__EXERCISE REQUIREMENTS__
Take from the material every line that contains the word "rows".

__MATERIAL PROVIDED__
______________________________

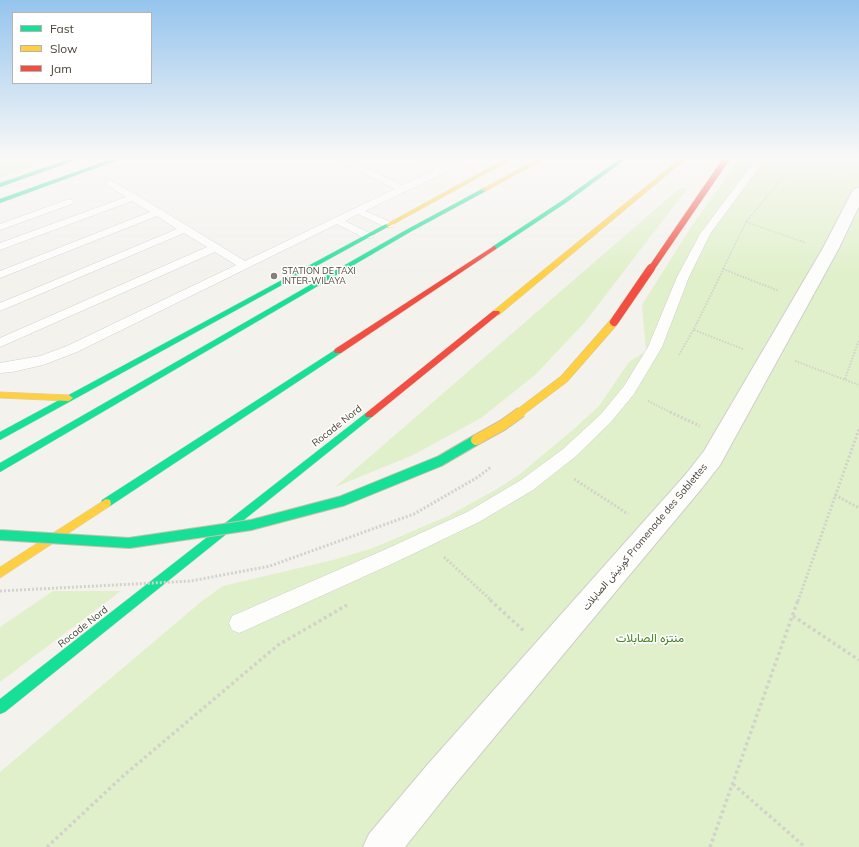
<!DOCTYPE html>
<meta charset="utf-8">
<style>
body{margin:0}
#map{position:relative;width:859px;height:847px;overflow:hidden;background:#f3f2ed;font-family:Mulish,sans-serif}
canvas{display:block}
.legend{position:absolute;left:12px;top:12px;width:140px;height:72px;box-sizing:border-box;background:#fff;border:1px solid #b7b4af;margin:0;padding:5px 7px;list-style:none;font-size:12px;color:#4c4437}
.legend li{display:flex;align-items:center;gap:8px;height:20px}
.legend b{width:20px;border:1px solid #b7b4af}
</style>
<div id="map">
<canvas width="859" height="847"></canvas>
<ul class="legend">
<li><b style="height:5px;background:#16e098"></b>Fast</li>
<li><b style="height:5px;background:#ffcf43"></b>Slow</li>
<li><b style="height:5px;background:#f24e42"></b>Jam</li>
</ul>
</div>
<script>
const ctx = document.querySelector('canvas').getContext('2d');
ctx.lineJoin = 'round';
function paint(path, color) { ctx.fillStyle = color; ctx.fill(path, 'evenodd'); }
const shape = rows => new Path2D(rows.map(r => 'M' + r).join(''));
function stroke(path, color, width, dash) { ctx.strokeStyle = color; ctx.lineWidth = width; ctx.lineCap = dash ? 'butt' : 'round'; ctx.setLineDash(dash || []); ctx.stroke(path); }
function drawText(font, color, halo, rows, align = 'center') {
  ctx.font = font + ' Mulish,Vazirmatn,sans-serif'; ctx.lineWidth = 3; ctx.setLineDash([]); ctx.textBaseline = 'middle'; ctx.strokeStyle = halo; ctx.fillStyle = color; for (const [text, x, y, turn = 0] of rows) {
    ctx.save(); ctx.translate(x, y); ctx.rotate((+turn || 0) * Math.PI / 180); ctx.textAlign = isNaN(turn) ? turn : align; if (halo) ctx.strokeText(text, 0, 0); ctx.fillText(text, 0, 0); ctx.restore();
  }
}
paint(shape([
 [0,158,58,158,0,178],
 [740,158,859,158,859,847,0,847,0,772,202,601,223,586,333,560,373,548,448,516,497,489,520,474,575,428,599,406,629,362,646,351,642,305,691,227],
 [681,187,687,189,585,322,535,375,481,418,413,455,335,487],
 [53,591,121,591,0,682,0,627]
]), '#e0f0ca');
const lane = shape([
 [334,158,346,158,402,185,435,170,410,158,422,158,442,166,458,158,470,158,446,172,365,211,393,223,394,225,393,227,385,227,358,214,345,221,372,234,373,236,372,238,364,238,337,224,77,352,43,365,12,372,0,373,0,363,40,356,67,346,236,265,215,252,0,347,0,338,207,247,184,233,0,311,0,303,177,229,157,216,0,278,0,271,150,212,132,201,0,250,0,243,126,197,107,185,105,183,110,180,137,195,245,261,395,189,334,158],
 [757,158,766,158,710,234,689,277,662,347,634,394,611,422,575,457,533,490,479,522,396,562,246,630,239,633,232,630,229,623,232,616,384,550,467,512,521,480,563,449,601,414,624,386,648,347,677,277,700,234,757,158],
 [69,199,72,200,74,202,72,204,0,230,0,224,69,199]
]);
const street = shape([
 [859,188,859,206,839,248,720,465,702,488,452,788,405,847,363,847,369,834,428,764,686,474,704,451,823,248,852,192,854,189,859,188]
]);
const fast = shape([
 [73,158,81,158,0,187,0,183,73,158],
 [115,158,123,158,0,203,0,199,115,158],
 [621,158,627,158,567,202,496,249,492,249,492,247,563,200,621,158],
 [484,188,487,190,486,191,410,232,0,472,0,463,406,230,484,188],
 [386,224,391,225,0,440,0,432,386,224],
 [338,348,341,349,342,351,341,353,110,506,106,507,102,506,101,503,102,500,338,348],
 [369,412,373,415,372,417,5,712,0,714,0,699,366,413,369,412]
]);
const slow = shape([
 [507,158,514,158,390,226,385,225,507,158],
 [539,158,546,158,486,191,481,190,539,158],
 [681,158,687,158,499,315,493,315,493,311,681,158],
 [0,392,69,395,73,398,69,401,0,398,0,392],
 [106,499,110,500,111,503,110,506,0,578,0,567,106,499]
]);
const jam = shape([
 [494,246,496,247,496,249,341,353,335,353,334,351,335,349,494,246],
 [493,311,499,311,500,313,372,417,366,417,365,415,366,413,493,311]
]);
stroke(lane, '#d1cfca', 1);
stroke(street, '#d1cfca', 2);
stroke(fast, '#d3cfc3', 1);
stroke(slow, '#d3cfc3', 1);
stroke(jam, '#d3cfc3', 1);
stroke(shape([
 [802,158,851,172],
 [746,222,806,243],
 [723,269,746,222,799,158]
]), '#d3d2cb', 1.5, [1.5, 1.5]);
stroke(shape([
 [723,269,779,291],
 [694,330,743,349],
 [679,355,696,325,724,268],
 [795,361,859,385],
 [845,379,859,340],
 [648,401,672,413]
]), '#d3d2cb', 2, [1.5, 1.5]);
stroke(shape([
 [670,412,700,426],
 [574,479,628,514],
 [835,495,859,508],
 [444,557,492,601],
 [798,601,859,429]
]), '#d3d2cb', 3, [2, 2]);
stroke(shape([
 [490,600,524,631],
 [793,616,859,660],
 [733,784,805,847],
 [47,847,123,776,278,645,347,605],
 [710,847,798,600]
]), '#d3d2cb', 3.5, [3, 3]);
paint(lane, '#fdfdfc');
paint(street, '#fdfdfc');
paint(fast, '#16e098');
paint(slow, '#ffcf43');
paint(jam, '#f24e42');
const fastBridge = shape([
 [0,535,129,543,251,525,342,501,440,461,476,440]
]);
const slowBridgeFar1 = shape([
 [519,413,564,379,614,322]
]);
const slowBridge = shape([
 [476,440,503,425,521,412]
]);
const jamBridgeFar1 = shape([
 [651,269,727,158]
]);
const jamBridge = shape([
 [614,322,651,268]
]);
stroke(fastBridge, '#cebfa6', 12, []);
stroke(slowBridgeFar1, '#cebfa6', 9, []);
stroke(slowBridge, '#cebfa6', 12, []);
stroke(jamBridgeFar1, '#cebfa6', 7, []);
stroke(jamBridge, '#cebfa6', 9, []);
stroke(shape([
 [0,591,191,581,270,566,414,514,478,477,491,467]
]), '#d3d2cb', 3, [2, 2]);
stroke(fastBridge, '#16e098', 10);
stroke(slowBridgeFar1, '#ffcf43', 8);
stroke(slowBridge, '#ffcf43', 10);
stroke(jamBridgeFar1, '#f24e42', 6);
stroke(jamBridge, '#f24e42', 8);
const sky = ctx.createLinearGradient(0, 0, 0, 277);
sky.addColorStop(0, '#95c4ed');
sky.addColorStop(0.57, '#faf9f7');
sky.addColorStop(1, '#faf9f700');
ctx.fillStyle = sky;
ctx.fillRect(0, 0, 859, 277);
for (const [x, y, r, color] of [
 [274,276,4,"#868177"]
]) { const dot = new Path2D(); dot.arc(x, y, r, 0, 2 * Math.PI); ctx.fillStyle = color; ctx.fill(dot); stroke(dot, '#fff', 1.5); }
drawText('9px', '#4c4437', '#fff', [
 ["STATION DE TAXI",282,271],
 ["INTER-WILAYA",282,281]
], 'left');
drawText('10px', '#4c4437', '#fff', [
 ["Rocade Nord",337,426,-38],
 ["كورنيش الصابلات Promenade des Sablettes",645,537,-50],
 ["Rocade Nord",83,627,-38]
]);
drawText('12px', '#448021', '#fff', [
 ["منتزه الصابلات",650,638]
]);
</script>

______________________________

__COMPLETED EXERCISE__
const shape = rows => new Path2D(rows.map(r => 'M' + r).join(''));
function drawText(font, color, halo, rows, align = 'center') {
  ctx.font = font + ' Mulish,Vazirmatn,sans-serif'; ctx.lineWidth = 3; ctx.setLineDash([]); ctx.textBaseline = 'middle'; ctx.strokeStyle = halo; ctx.fillStyle = color; for (const [text, x, y, turn = 0] of rows) {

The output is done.